(Records from a collection)
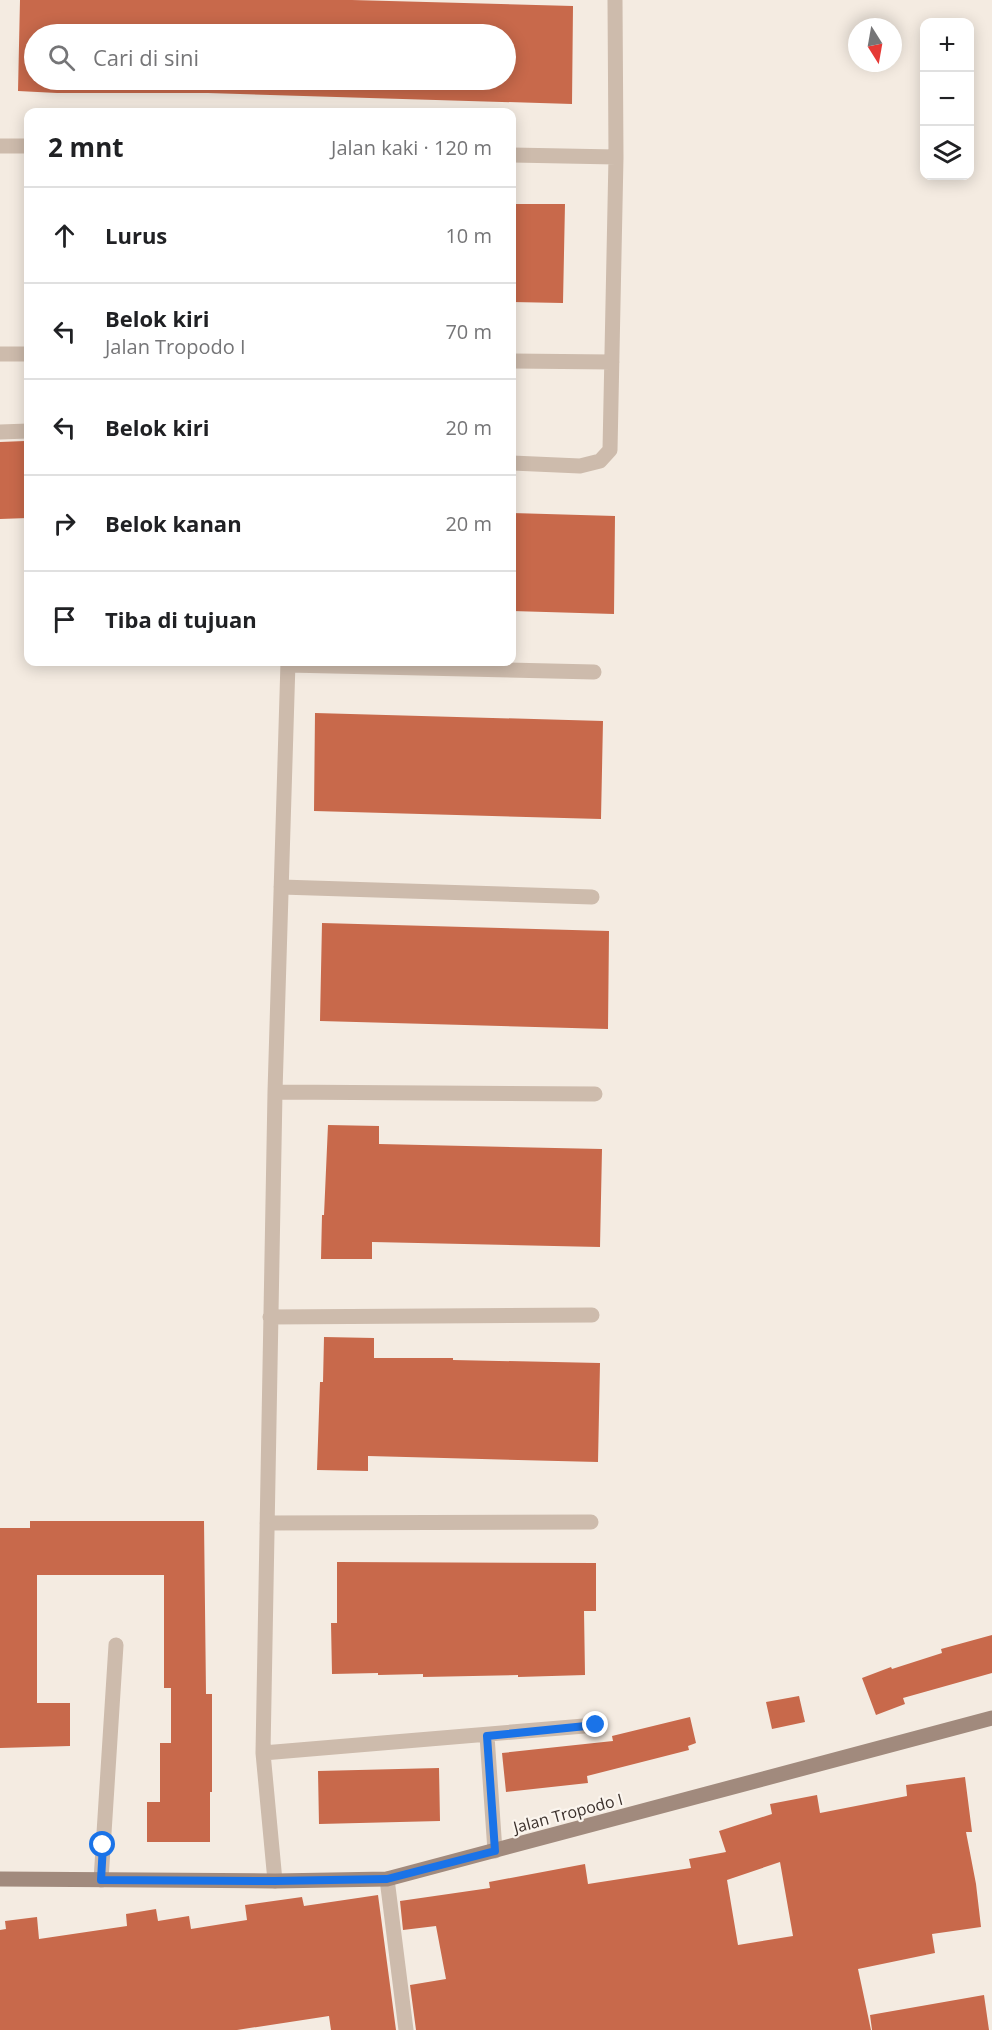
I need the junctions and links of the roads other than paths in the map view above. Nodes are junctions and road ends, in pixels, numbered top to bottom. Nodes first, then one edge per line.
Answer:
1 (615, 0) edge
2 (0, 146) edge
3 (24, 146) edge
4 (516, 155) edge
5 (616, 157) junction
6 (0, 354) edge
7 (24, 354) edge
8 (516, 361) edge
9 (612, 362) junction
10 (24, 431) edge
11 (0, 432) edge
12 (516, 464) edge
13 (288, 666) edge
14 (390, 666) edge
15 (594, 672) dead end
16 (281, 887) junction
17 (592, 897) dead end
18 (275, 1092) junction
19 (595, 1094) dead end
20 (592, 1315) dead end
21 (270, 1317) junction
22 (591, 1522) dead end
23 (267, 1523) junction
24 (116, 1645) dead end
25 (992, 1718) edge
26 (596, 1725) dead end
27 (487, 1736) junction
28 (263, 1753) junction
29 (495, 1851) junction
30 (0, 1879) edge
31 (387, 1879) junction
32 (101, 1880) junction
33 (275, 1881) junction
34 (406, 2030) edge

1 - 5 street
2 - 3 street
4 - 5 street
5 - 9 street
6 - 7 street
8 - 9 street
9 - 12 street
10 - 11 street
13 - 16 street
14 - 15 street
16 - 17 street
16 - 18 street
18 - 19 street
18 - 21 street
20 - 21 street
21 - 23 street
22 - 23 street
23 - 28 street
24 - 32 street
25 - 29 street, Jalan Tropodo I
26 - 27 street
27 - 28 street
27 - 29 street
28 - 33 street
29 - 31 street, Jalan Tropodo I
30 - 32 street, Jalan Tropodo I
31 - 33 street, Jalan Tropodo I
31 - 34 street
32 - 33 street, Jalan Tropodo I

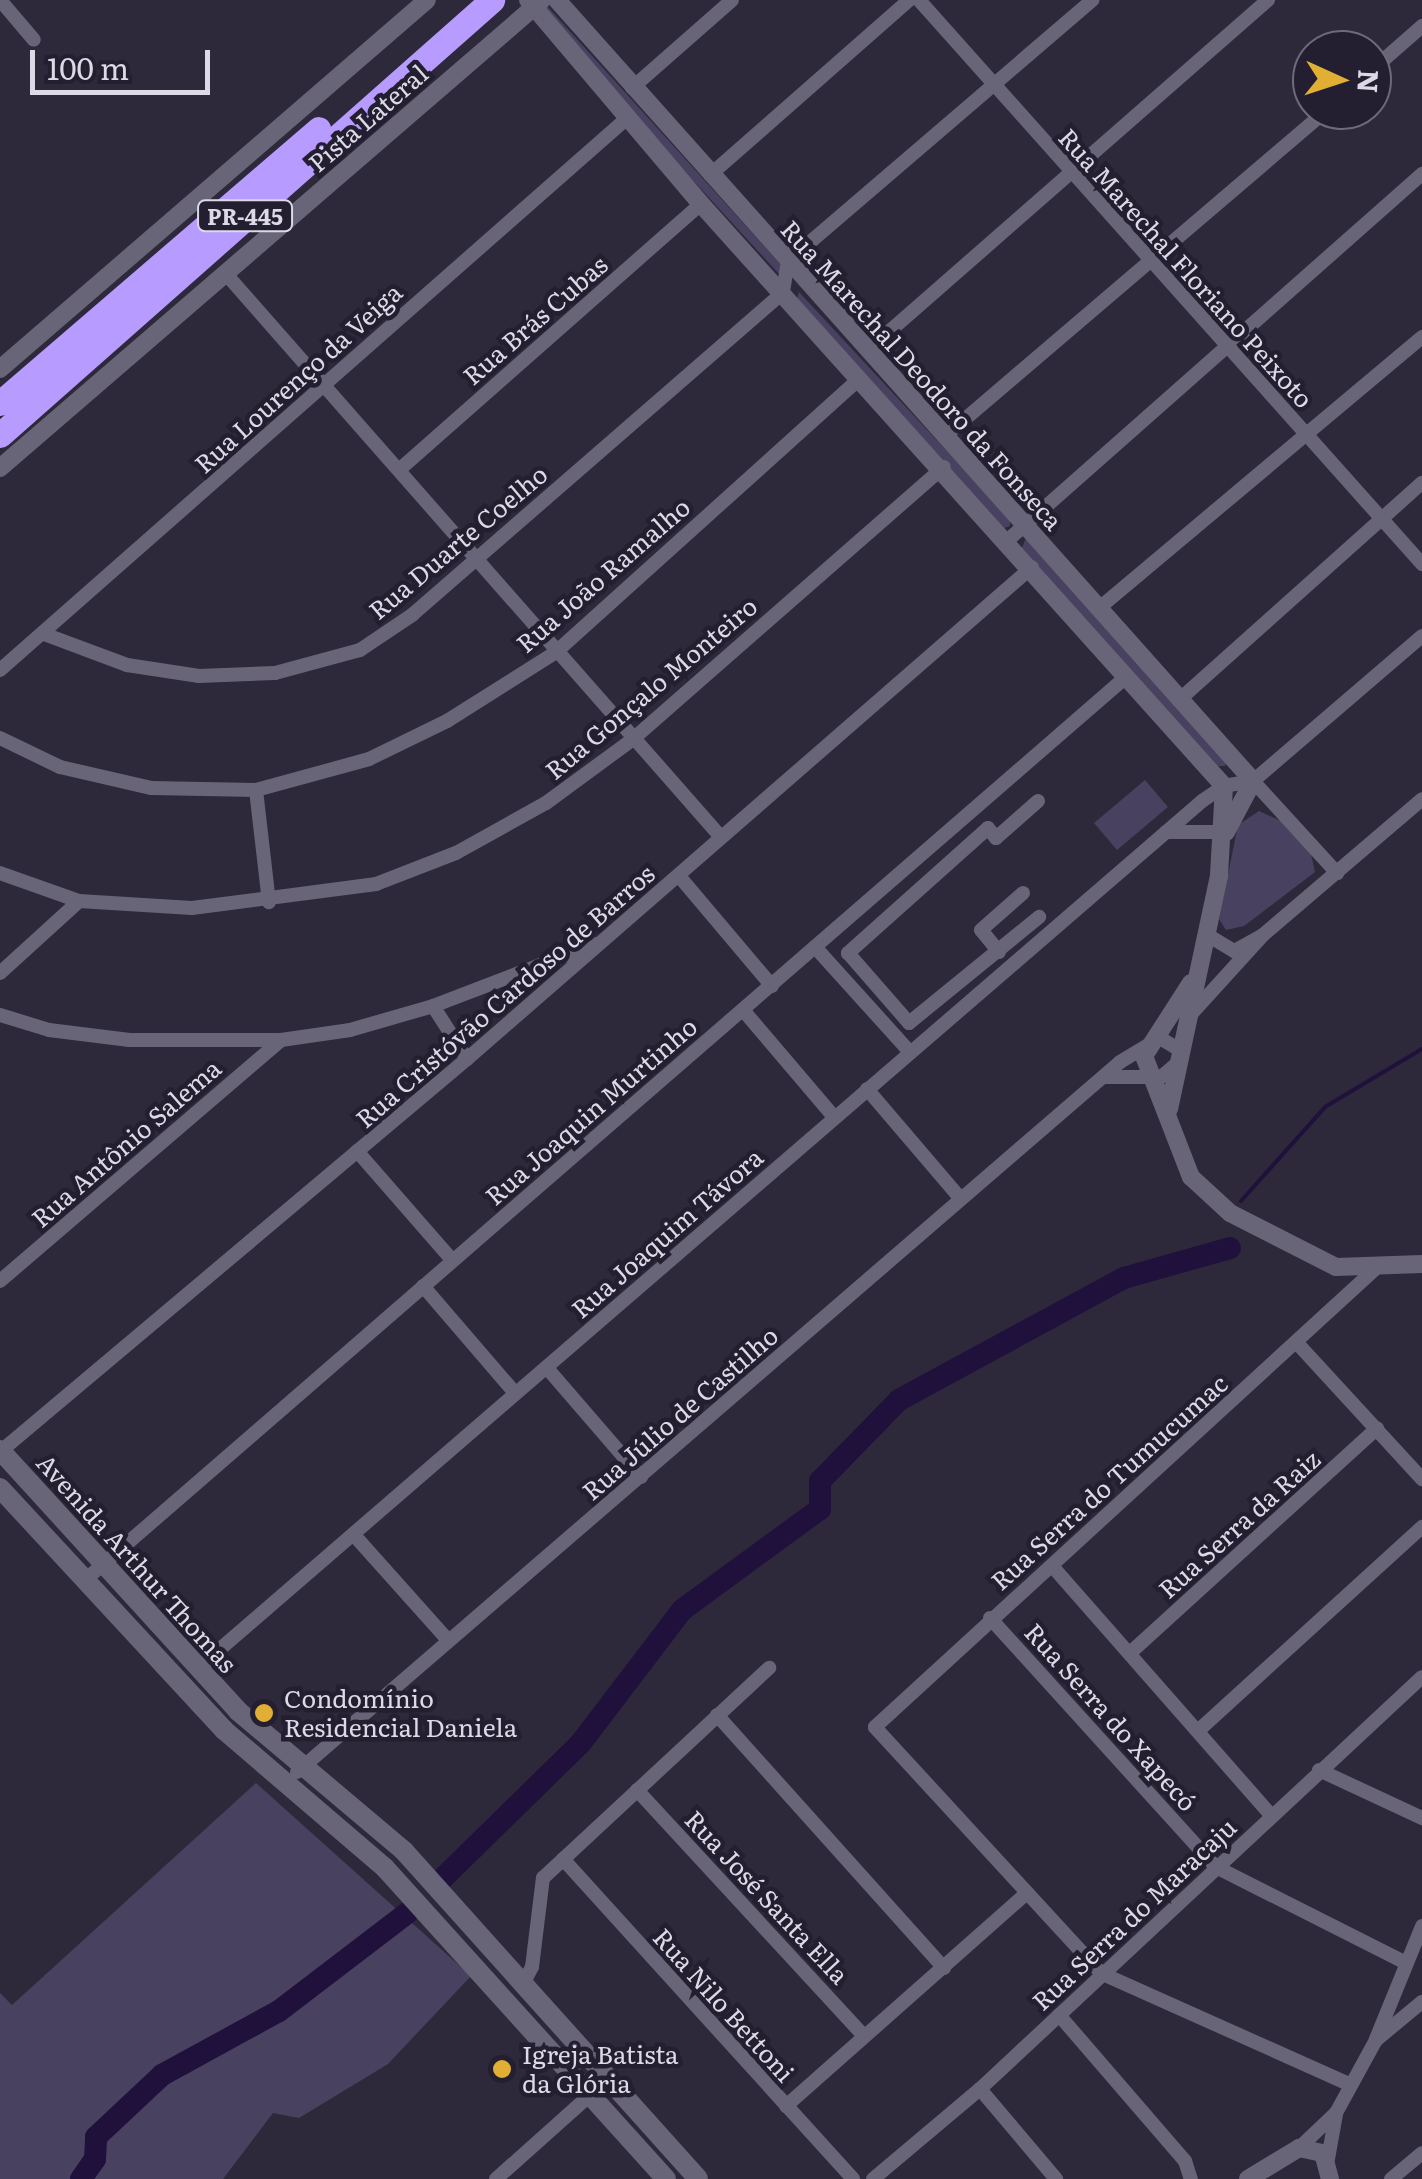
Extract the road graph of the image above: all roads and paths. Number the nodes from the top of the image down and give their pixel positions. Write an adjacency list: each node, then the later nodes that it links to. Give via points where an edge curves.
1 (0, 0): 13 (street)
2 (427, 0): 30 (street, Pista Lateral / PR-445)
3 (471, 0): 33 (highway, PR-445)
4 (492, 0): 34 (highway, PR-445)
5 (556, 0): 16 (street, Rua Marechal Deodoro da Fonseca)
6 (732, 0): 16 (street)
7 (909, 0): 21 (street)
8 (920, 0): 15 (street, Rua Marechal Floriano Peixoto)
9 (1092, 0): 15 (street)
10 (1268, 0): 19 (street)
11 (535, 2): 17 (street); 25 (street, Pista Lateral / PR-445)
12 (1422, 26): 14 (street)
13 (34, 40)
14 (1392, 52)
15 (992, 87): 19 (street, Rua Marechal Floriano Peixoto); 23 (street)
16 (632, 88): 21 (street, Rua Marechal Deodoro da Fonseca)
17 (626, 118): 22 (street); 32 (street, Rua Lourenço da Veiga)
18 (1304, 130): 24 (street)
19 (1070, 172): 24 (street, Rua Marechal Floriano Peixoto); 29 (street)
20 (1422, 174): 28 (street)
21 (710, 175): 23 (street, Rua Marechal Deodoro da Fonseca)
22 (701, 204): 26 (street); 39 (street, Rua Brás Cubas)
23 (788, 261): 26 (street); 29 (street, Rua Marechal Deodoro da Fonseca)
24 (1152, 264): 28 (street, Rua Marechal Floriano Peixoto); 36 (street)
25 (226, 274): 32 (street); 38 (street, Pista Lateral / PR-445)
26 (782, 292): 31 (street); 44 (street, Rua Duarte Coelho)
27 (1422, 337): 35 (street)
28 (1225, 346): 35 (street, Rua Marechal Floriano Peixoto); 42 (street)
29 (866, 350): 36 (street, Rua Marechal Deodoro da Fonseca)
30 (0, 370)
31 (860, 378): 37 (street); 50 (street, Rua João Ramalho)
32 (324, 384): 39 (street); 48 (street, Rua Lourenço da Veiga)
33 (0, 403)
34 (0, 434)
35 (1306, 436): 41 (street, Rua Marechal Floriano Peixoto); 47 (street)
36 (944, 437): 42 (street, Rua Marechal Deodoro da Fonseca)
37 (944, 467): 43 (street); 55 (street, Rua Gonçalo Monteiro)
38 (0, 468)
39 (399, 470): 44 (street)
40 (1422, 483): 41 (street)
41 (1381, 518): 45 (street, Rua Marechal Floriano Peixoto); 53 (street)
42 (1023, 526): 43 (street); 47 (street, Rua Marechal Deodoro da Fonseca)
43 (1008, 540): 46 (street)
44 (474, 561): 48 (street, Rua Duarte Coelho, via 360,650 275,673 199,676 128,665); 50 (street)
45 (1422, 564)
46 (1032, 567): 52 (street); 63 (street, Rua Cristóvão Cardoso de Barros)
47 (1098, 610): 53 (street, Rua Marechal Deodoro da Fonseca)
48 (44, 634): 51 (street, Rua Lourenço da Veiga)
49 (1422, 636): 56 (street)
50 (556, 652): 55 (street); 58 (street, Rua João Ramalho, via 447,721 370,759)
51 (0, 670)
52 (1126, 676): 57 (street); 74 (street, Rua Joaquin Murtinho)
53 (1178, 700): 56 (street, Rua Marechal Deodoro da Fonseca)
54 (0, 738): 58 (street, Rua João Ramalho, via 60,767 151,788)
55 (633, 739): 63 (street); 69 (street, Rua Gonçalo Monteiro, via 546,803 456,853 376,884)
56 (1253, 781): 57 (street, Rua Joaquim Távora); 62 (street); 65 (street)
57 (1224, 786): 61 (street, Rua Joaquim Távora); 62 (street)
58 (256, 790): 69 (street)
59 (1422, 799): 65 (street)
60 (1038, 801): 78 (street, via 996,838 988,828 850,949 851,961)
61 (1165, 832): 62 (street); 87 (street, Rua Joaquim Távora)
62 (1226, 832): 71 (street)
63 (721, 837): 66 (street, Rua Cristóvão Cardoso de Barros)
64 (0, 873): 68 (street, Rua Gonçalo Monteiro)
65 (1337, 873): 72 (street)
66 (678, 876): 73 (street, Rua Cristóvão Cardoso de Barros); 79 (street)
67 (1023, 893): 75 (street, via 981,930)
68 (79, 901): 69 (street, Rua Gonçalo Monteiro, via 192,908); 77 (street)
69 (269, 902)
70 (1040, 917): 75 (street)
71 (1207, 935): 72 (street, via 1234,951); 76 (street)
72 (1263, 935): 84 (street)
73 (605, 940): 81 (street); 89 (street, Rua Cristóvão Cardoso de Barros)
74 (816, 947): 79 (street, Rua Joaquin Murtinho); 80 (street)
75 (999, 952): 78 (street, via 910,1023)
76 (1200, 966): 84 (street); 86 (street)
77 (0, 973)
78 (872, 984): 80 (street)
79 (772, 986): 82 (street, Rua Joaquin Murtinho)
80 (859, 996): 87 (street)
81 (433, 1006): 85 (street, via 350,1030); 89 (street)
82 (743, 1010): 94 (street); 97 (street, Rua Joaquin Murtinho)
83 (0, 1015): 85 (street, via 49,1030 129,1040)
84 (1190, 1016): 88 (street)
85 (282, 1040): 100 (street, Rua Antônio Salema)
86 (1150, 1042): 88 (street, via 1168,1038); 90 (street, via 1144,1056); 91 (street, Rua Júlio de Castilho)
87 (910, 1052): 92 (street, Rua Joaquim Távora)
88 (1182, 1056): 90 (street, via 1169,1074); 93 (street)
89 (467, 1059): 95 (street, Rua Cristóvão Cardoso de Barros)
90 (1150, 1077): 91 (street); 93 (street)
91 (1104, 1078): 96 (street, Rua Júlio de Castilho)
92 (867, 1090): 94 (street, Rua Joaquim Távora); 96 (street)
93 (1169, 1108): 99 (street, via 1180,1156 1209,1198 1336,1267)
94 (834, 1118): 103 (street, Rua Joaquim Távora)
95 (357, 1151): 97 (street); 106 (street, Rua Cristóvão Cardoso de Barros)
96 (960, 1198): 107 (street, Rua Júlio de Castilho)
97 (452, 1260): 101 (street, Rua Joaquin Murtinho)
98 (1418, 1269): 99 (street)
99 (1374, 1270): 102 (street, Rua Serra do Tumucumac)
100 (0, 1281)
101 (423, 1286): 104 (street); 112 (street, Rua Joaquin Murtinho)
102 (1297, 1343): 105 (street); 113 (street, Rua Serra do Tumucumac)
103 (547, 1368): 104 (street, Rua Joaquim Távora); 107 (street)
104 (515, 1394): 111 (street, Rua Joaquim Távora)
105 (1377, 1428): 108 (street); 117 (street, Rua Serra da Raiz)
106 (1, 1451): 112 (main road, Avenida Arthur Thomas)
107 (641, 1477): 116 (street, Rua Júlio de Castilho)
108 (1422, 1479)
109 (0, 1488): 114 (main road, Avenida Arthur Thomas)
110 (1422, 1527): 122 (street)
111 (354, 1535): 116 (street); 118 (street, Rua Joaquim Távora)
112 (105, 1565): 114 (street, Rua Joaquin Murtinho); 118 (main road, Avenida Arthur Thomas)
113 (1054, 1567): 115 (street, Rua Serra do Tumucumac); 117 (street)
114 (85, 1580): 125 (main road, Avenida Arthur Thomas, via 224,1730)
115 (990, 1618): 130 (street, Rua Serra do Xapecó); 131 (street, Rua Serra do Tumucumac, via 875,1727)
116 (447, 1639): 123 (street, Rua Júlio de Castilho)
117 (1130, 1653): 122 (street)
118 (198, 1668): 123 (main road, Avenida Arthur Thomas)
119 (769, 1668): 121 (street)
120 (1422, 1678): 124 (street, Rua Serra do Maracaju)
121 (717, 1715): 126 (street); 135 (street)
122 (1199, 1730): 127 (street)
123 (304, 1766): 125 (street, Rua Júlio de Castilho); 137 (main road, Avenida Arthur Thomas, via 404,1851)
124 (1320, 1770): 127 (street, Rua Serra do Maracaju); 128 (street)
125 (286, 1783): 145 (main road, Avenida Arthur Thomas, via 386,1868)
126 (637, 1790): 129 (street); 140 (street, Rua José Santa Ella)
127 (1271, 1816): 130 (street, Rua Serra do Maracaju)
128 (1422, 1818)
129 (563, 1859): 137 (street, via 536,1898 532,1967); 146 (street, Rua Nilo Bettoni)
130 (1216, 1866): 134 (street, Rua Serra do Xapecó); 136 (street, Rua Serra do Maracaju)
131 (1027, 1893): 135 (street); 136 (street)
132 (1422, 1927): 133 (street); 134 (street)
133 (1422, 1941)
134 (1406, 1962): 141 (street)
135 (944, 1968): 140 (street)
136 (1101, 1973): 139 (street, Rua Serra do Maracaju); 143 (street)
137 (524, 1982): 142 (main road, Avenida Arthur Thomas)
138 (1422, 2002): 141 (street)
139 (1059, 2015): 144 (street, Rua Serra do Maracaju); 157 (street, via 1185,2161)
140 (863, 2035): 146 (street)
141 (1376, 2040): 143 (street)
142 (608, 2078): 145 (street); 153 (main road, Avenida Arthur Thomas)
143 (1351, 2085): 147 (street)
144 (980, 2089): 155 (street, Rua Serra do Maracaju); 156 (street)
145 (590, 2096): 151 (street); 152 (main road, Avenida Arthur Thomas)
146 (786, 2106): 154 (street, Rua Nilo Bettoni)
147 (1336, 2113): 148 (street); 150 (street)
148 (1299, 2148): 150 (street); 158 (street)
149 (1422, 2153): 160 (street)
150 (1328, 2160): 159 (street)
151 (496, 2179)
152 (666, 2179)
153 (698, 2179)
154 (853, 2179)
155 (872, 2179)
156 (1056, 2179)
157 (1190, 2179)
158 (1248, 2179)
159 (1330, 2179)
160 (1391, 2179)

• [Problem details]: Copy each line in the data that holds the word "Coelho".

• [Response box]:
26 (782, 292): 31 (street); 44 (street, Rua Duarte Coelho)
44 (474, 561): 48 (street, Rua Duarte Coelho, via 360,650 275,673 199,676 128,665); 50 (street)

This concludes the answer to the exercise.